(Collected data)
##############################

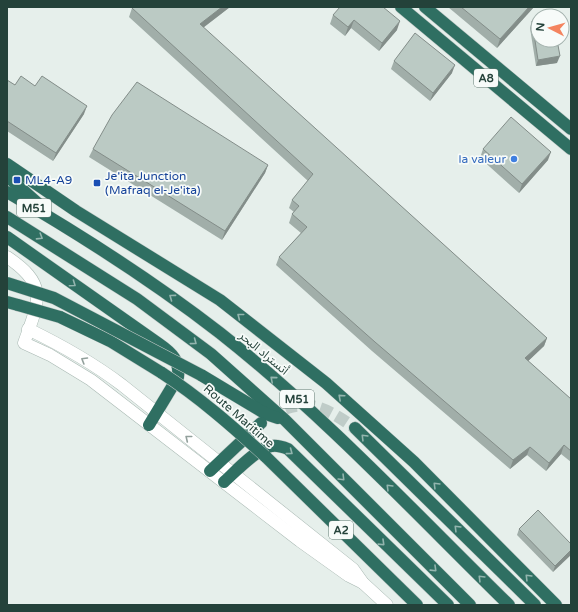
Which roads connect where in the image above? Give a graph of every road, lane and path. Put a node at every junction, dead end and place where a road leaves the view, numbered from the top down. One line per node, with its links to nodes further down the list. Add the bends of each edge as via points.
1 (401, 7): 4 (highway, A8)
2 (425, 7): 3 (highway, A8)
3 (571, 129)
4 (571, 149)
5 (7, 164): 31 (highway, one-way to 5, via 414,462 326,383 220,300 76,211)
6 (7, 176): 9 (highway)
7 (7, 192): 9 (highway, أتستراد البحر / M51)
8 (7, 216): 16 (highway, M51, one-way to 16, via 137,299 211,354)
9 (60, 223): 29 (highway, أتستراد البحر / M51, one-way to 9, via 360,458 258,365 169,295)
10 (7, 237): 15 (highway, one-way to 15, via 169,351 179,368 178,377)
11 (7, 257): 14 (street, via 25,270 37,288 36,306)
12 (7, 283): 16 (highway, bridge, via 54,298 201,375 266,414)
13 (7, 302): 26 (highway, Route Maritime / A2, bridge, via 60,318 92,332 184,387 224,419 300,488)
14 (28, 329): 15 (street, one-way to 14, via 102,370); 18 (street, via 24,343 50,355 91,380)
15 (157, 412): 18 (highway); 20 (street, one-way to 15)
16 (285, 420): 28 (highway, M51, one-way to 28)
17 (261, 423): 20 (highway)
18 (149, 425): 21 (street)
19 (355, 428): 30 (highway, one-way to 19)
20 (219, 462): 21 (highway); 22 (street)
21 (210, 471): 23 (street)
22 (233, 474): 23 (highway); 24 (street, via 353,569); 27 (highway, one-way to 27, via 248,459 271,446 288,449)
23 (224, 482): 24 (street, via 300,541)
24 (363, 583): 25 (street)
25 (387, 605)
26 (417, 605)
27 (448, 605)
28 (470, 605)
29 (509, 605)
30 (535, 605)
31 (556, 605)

##############################

» **Task brief**: Please retype the records above exactly, leaving every image out.

» **Written answer**:
Which roads connect where in the image above? Give a graph of every road, lane and path. Put a node at every junction, dead end and place where a road leaves the view, numbered from the top down. One line per node, with its links to nodes further down the list. Add the bends of each edge as via points.
1 (401, 7): 4 (highway, A8)
2 (425, 7): 3 (highway, A8)
3 (571, 129)
4 (571, 149)
5 (7, 164): 31 (highway, one-way to 5, via 414,462 326,383 220,300 76,211)
6 (7, 176): 9 (highway)
7 (7, 192): 9 (highway, أتستراد البحر / M51)
8 (7, 216): 16 (highway, M51, one-way to 16, via 137,299 211,354)
9 (60, 223): 29 (highway, أتستراد البحر / M51, one-way to 9, via 360,458 258,365 169,295)
10 (7, 237): 15 (highway, one-way to 15, via 169,351 179,368 178,377)
11 (7, 257): 14 (street, via 25,270 37,288 36,306)
12 (7, 283): 16 (highway, bridge, via 54,298 201,375 266,414)
13 (7, 302): 26 (highway, Route Maritime / A2, bridge, via 60,318 92,332 184,387 224,419 300,488)
14 (28, 329): 15 (street, one-way to 14, via 102,370); 18 (street, via 24,343 50,355 91,380)
15 (157, 412): 18 (highway); 20 (street, one-way to 15)
16 (285, 420): 28 (highway, M51, one-way to 28)
17 (261, 423): 20 (highway)
18 (149, 425): 21 (street)
19 (355, 428): 30 (highway, one-way to 19)
20 (219, 462): 21 (highway); 22 (street)
21 (210, 471): 23 (street)
22 (233, 474): 23 (highway); 24 (street, via 353,569); 27 (highway, one-way to 27, via 248,459 271,446 288,449)
23 (224, 482): 24 (street, via 300,541)
24 (363, 583): 25 (street)
25 (387, 605)
26 (417, 605)
27 (448, 605)
28 (470, 605)
29 (509, 605)
30 (535, 605)
31 (556, 605)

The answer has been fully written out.